Task goal >>
Only the text belongs in the answer: every line of the records below, transcribed exactly.

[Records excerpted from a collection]
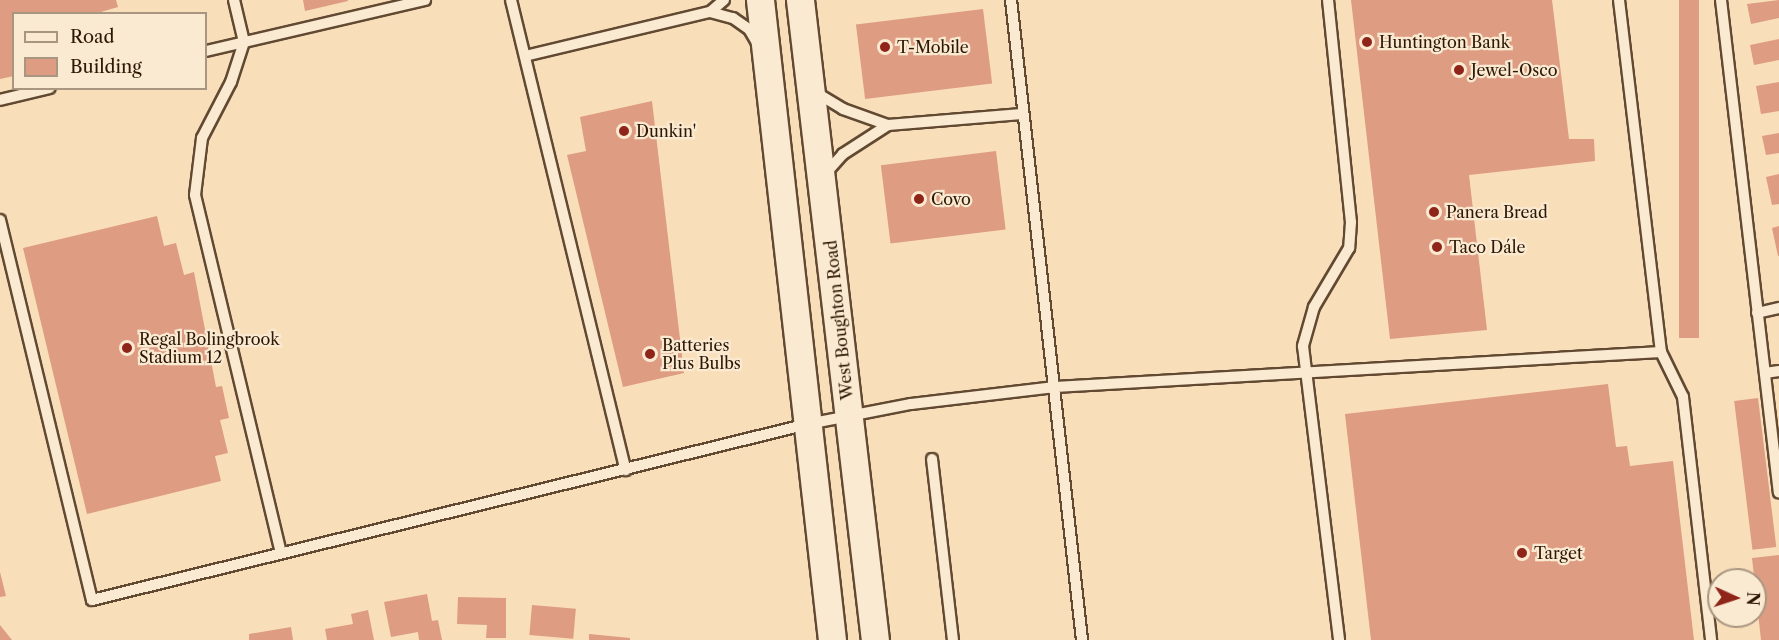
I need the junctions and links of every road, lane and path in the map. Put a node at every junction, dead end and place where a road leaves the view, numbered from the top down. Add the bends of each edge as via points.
1 (234, 0) edge
2 (425, 0) edge
3 (512, 0) edge
4 (724, 0) edge
5 (759, 0) edge
6 (800, 0) edge
7 (1011, 0) edge
8 (1328, 0) edge
9 (1619, 0) edge
10 (1721, 0) edge
11 (710, 12) junction
12 (244, 42) junction
13 (207, 51) edge
14 (525, 56) junction
15 (768, 62) junction
16 (809, 89) junction
17 (42, 90) edge
18 (0, 100) edge
19 (1023, 114) junction
20 (888, 125) junction
21 (823, 176) junction
22 (0, 220) edge
23 (1779, 308) edge
24 (1757, 313) junction
25 (1661, 352) junction
26 (1305, 371) junction
27 (1779, 371) edge
28 (1765, 373) junction
29 (1055, 387) junction
30 (849, 416) junction
31 (808, 424) junction
32 (932, 459) dead end
33 (1777, 464) edge
34 (626, 470) junction
35 (1779, 493) edge
36 (281, 553) junction
37 (832, 640) edge
38 (875, 640) edge
39 (952, 640) edge
40 (1082, 640) edge
41 (1339, 640) edge
42 (1711, 640) edge

1 - 12 lane
2 - 12 lane
3 - 14 lane
4 - 11 lane
5 - 15 main road
6 - 16 main road, West Boughton Road
7 - 19 lane
8 - 26 lane via 1351,222 1349,248 1306,326
9 - 25 lane
10 - 24 lane
11 - 14 lane
11 - 15 lane via 733,18 749,29
12 - 13 lane
12 - 36 lane via 231,82 202,138 195,195
14 - 34 lane
15 - 31 main road
16 - 20 lane via 843,109
16 - 21 main road, West Boughton Road
17 - 18 lane
19 - 20 lane
19 - 29 lane
20 - 21 lane via 843,154
21 - 30 main road, West Boughton Road
22 - 36 lane via 92,600
23 - 24 lane
24 - 28 lane
25 - 26 lane
25 - 42 lane via 1683,397
26 - 29 lane
26 - 41 lane
27 - 28 lane
28 - 33 lane
29 - 30 lane via 911,404
29 - 40 lane
30 - 31 lane
30 - 38 main road, West Boughton Road
31 - 34 lane
31 - 37 main road
32 - 39 lane
33 - 35 lane
34 - 36 lane

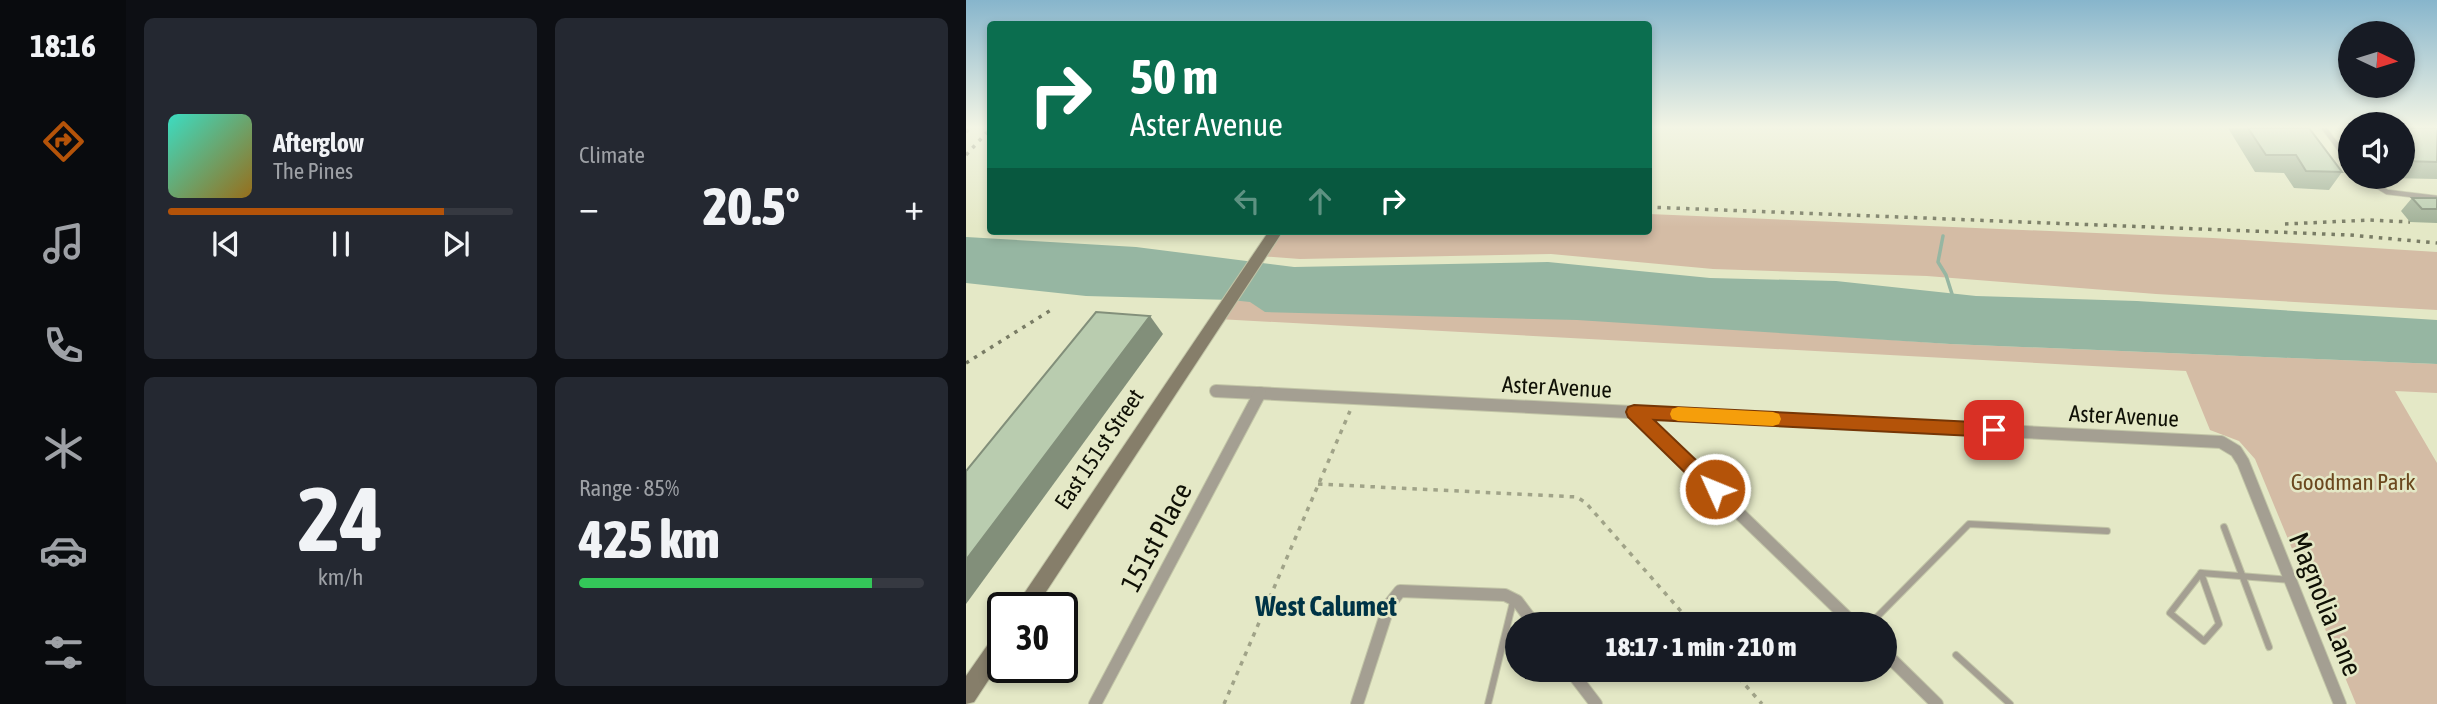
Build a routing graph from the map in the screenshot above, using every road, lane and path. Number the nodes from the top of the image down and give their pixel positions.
1 (2377, 189) edge
2 (2437, 198) edge
3 (1274, 235) edge
4 (1218, 319) joint
5 (1216, 391) dead end
6 (1260, 393) junction
7 (1355, 398) junction
8 (1634, 412) junction
9 (2231, 448) joint
10 (1318, 484) junction
11 (2224, 527) dead end
12 (2107, 531) dead end
13 (2201, 573) junction
14 (2243, 576) junction
15 (2290, 580) junction
16 (1034, 592) edge
17 (1514, 598) junction
18 (1525, 612) edge
19 (1682, 612) edge
20 (1842, 612) edge
21 (1882, 612) edge
22 (2269, 647) dead end
23 (1956, 654) dead end
24 (987, 663) edge
25 (1897, 665) edge
26 (1579, 682) edge
27 (1743, 682) edge
28 (966, 694) edge
29 (1095, 704) edge
30 (1224, 704) edge
31 (1357, 704) edge
32 (1488, 704) edge
33 (1596, 704) edge
34 (1762, 704) edge
35 (1937, 704) edge
36 (2010, 704) edge
37 (2340, 704) edge

1 - 2 lane
3 - 4 street
4 - 16 street, East 151st Street
5 - 6 street, Aster Avenue
6 - 7 street, Aster Avenue
6 - 29 street, 151st Place
7 - 8 street, Aster Avenue
7 - 10 path
8 - 9 street, Aster Avenue
8 - 20 street
9 - 15 street, Magnolia Lane
10 - 19 path
10 - 30 path
11 - 14 lane
12 - 21 lane
13 - 13 lane
13 - 14 lane
14 - 15 lane
14 - 22 lane
15 - 37 street, Magnolia Lane
17 - 18 street
17 - 31 street
17 - 32 lane
23 - 36 lane
24 - 28 street
25 - 35 street
26 - 33 street
27 - 34 path

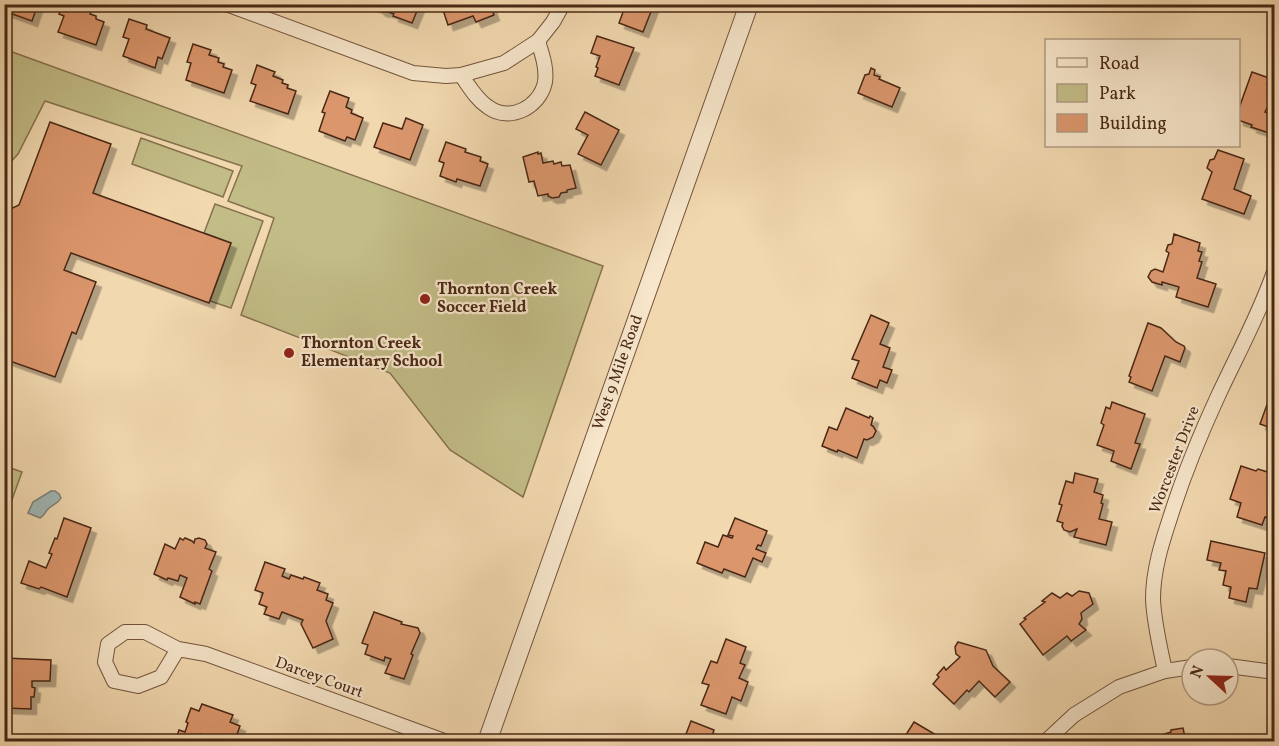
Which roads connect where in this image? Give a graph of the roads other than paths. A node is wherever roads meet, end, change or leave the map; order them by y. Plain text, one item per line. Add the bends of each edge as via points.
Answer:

Task response >>
I need the junctions and links of every road, lane and path in the map. Put a node at every junction, dead end and place where a road leaves the view, numbered from the top down. Add the bends of each edge as via points.
1 (234, 0) edge
2 (425, 0) edge
3 (512, 0) edge
4 (724, 0) edge
5 (759, 0) edge
6 (800, 0) edge
7 (1011, 0) edge
8 (1328, 0) edge
9 (1619, 0) edge
10 (1721, 0) edge
11 (710, 12) junction
12 (244, 42) junction
13 (207, 51) edge
14 (525, 56) junction
15 (768, 62) junction
16 (809, 89) junction
17 (42, 90) edge
18 (0, 100) edge
19 (1023, 114) junction
20 (888, 125) junction
21 (823, 176) junction
22 (0, 220) edge
23 (1779, 308) edge
24 (1757, 313) junction
25 (1661, 352) junction
26 (1305, 371) junction
27 (1779, 371) edge
28 (1765, 373) junction
29 (1055, 387) junction
30 (849, 416) junction
31 (808, 424) junction
32 (932, 459) dead end
33 (1777, 464) edge
34 (626, 470) junction
35 (1779, 493) edge
36 (281, 553) junction
37 (832, 640) edge
38 (875, 640) edge
39 (952, 640) edge
40 (1082, 640) edge
41 (1339, 640) edge
42 (1711, 640) edge

1 - 12 lane
2 - 12 lane
3 - 14 lane
4 - 11 lane
5 - 15 main road
6 - 16 main road, West Boughton Road
7 - 19 lane
8 - 26 lane via 1351,222 1349,248 1306,326
9 - 25 lane
10 - 24 lane
11 - 14 lane
11 - 15 lane via 733,18 749,29
12 - 13 lane
12 - 36 lane via 231,82 202,138 195,195
14 - 34 lane
15 - 31 main road
16 - 20 lane via 843,109
16 - 21 main road, West Boughton Road
17 - 18 lane
19 - 20 lane
19 - 29 lane
20 - 21 lane via 843,154
21 - 30 main road, West Boughton Road
22 - 36 lane via 92,600
23 - 24 lane
24 - 28 lane
25 - 26 lane
25 - 42 lane via 1683,397
26 - 29 lane
26 - 41 lane
27 - 28 lane
28 - 33 lane
29 - 30 lane via 911,404
29 - 40 lane
30 - 31 lane
30 - 38 main road, West Boughton Road
31 - 34 lane
31 - 37 main road
32 - 39 lane
33 - 35 lane
34 - 36 lane

Build a routing graph from the map in the screenshot above, using every road, lane and path. Number the nodes from the top of the image down and give their pixel positions.
1 (2377, 189) edge
2 (2437, 198) edge
3 (1274, 235) edge
4 (1218, 319) joint
5 (1216, 391) dead end
6 (1260, 393) junction
7 (1355, 398) junction
8 (1634, 412) junction
9 (2231, 448) joint
10 (1318, 484) junction
11 (2224, 527) dead end
12 (2107, 531) dead end
13 (2201, 573) junction
14 (2243, 576) junction
15 (2290, 580) junction
16 (1034, 592) edge
17 (1514, 598) junction
18 (1525, 612) edge
19 (1682, 612) edge
20 (1842, 612) edge
21 (1882, 612) edge
22 (2269, 647) dead end
23 (1956, 654) dead end
24 (987, 663) edge
25 (1897, 665) edge
26 (1579, 682) edge
27 (1743, 682) edge
28 (966, 694) edge
29 (1095, 704) edge
30 (1224, 704) edge
31 (1357, 704) edge
32 (1488, 704) edge
33 (1596, 704) edge
34 (1762, 704) edge
35 (1937, 704) edge
36 (2010, 704) edge
37 (2340, 704) edge

1 - 2 lane
3 - 4 street
4 - 16 street, East 151st Street
5 - 6 street, Aster Avenue
6 - 7 street, Aster Avenue
6 - 29 street, 151st Place
7 - 8 street, Aster Avenue
7 - 10 path
8 - 9 street, Aster Avenue
8 - 20 street
9 - 15 street, Magnolia Lane
10 - 19 path
10 - 30 path
11 - 14 lane
12 - 21 lane
13 - 13 lane
13 - 14 lane
14 - 15 lane
14 - 22 lane
15 - 37 street, Magnolia Lane
17 - 18 street
17 - 31 street
17 - 32 lane
23 - 36 lane
24 - 28 street
25 - 35 street
26 - 33 street
27 - 34 path

Which roads connect where in this image? Give a graph of the roads other than paths. A node is wherever roads meet, end, change or leave the map; order them by y. Plain text, one item per line. Add the bends of each edge as via points.
Answer:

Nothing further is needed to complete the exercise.